═══ Input data ═══
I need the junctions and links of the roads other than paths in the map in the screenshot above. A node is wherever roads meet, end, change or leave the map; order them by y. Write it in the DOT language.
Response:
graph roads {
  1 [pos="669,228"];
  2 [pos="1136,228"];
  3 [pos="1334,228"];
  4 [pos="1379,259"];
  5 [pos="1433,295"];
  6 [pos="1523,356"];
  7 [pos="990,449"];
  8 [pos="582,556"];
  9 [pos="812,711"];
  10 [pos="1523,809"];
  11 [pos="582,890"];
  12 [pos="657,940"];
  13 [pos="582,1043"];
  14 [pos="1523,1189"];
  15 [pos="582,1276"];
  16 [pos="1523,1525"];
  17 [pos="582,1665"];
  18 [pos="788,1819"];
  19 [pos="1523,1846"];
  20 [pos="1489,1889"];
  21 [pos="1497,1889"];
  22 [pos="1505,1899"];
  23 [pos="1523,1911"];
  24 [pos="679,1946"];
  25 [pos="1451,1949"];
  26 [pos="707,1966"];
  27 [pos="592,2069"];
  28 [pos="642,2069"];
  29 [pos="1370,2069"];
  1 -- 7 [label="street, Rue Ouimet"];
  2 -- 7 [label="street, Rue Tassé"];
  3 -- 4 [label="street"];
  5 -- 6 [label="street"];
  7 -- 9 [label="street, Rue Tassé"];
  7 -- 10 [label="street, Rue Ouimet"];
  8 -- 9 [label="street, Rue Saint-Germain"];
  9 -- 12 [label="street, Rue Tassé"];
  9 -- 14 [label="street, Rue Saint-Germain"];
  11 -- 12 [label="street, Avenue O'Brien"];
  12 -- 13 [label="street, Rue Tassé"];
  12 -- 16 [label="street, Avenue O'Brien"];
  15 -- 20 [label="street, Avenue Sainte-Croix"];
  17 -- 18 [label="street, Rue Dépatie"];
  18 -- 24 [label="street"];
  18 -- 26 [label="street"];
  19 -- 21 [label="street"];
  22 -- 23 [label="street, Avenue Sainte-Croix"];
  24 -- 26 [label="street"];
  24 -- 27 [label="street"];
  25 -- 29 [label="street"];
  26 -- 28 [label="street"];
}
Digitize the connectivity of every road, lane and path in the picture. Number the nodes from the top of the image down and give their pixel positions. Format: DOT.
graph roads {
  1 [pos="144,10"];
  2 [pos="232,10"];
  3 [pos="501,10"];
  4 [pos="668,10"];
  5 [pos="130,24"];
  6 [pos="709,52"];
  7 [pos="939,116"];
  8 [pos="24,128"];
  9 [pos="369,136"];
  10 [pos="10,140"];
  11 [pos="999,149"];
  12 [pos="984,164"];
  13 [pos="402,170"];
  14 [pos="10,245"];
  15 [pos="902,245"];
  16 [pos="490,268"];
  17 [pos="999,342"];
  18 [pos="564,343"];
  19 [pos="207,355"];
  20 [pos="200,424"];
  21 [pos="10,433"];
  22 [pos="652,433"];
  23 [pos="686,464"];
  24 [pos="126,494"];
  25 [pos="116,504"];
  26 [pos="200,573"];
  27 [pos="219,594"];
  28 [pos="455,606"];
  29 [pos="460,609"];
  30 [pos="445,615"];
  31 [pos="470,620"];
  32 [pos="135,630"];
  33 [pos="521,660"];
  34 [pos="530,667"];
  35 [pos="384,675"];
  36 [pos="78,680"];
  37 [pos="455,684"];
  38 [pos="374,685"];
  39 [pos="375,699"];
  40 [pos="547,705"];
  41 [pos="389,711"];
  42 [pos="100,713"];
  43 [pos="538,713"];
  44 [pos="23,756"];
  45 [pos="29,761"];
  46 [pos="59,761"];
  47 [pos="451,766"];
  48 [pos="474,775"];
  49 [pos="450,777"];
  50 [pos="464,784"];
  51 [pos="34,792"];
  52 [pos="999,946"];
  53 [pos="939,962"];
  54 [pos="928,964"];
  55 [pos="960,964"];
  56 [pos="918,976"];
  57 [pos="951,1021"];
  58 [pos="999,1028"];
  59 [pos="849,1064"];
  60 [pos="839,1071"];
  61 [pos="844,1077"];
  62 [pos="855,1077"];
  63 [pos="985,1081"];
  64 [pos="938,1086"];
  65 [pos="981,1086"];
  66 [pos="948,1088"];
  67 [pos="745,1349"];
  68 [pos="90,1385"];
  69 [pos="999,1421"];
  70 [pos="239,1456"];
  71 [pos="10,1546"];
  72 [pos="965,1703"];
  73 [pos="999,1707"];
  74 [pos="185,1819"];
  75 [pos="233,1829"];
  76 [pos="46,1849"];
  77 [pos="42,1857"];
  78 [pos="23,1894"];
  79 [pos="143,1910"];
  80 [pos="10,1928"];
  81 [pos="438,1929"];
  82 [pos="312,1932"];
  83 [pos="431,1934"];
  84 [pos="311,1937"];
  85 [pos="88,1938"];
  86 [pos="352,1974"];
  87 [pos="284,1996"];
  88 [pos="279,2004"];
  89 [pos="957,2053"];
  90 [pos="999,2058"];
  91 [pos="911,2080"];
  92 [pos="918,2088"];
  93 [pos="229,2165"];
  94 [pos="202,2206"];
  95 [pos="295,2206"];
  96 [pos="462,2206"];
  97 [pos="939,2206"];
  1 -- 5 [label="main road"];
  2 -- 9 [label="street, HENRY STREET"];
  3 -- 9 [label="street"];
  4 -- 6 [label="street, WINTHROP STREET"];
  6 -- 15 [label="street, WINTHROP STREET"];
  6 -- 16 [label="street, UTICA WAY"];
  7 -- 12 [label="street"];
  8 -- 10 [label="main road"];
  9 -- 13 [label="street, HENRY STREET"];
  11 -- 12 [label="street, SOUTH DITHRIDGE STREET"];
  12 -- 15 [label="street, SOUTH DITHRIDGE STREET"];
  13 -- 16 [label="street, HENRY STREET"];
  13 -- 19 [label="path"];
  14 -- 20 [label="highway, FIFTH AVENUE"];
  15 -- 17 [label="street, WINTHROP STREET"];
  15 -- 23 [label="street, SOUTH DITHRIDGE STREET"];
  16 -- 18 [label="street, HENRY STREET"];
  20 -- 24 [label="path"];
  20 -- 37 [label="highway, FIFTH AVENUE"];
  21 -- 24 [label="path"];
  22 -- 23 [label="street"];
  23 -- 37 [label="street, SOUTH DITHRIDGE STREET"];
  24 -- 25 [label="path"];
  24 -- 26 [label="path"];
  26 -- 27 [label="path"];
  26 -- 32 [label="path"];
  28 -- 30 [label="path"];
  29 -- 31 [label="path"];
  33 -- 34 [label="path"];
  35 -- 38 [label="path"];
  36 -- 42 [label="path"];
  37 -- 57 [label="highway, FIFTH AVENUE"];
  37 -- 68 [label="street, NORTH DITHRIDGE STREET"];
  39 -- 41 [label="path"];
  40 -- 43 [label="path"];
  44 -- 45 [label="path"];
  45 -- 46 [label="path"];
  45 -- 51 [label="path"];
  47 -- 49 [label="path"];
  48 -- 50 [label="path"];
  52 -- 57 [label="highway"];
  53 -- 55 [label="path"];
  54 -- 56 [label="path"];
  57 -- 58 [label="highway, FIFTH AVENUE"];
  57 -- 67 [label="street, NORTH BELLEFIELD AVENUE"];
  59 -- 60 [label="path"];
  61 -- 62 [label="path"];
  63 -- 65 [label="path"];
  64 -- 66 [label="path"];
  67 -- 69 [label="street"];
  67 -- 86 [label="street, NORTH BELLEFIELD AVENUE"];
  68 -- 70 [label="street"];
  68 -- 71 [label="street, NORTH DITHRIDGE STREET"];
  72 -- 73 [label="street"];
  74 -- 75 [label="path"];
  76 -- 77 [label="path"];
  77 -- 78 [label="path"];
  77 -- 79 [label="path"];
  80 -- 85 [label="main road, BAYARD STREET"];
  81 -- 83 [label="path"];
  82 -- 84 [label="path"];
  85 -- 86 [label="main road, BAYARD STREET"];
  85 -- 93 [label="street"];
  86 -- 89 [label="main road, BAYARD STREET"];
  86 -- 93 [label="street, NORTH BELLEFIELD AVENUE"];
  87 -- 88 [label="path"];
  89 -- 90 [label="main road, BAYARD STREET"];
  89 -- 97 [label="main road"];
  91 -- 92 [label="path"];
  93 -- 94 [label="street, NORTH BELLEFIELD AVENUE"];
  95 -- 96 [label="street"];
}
═══
▶ **About this exercise**
In the records shown above, how many lines include the word "NORTH"? Answer with the number only.

▶ **Written answer**
6